## [Supplied material]
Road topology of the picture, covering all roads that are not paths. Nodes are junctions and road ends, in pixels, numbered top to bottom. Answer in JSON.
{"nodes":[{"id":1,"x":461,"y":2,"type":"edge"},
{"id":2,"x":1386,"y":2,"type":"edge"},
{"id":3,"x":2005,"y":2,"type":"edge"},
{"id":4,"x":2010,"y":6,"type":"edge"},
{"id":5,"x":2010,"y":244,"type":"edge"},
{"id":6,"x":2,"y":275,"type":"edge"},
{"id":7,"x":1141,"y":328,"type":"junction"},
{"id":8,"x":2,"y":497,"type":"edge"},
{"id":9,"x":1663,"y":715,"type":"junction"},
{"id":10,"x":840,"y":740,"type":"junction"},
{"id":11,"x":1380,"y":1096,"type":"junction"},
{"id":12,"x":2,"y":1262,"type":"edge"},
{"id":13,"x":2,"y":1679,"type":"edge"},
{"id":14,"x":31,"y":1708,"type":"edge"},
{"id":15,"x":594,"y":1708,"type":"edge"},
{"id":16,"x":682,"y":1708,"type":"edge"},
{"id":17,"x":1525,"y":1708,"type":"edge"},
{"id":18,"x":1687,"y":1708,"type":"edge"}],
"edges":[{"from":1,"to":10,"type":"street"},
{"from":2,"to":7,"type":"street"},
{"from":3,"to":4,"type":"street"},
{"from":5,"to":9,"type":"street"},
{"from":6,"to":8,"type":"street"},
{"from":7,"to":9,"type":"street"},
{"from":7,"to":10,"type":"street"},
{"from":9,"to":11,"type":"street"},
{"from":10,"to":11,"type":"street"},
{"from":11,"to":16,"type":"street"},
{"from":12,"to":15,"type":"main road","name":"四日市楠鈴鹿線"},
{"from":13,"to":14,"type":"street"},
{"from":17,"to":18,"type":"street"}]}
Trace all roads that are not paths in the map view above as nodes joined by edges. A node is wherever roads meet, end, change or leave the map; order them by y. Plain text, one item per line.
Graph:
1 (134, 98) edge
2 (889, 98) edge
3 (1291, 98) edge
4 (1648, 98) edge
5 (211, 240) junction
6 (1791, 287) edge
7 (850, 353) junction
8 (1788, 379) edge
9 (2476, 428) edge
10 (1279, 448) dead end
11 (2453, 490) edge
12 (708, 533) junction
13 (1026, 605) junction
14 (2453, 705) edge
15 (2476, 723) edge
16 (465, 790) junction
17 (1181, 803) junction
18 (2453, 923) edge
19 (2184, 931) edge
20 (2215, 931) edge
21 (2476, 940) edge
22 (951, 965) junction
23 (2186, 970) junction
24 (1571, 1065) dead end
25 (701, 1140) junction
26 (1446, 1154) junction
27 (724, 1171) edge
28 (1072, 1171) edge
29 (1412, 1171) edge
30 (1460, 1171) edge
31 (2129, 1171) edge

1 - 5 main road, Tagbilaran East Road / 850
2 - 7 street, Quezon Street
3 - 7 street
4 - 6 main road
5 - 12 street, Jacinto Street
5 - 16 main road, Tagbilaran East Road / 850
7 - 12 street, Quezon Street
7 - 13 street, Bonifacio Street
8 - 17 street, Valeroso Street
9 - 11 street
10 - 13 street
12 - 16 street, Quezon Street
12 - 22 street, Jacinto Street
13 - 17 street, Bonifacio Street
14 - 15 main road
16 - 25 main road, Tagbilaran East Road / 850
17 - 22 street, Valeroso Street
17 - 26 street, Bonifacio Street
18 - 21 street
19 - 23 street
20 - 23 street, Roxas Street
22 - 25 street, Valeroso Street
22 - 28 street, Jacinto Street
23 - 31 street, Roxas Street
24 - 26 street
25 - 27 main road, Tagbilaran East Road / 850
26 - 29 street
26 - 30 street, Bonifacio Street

## [Work request]
The lines to retype, exactly and only, run from the first line of the material through the line with "Trace all roads".

## [Solution to this problem]
Road topology of the picture, covering all roads that are not paths. Nodes are junctions and road ends, in pixels, numbered top to bottom. Answer in JSON.
{"nodes":[{"id":1,"x":461,"y":2,"type":"edge"},
{"id":2,"x":1386,"y":2,"type":"edge"},
{"id":3,"x":2005,"y":2,"type":"edge"},
{"id":4,"x":2010,"y":6,"type":"edge"},
{"id":5,"x":2010,"y":244,"type":"edge"},
{"id":6,"x":2,"y":275,"type":"edge"},
{"id":7,"x":1141,"y":328,"type":"junction"},
{"id":8,"x":2,"y":497,"type":"edge"},
{"id":9,"x":1663,"y":715,"type":"junction"},
{"id":10,"x":840,"y":740,"type":"junction"},
{"id":11,"x":1380,"y":1096,"type":"junction"},
{"id":12,"x":2,"y":1262,"type":"edge"},
{"id":13,"x":2,"y":1679,"type":"edge"},
{"id":14,"x":31,"y":1708,"type":"edge"},
{"id":15,"x":594,"y":1708,"type":"edge"},
{"id":16,"x":682,"y":1708,"type":"edge"},
{"id":17,"x":1525,"y":1708,"type":"edge"},
{"id":18,"x":1687,"y":1708,"type":"edge"}],
"edges":[{"from":1,"to":10,"type":"street"},
{"from":2,"to":7,"type":"street"},
{"from":3,"to":4,"type":"street"},
{"from":5,"to":9,"type":"street"},
{"from":6,"to":8,"type":"street"},
{"from":7,"to":9,"type":"street"},
{"from":7,"to":10,"type":"street"},
{"from":9,"to":11,"type":"street"},
{"from":10,"to":11,"type":"street"},
{"from":11,"to":16,"type":"street"},
{"from":12,"to":15,"type":"main road","name":"四日市楠鈴鹿線"},
{"from":13,"to":14,"type":"street"},
{"from":17,"to":18,"type":"street"}]}
Trace all roads that are not paths in the map view above as nodes joined by edges. A node is wherever roads meet, end, change or leave the map; order them by y. Plain text, one item per line.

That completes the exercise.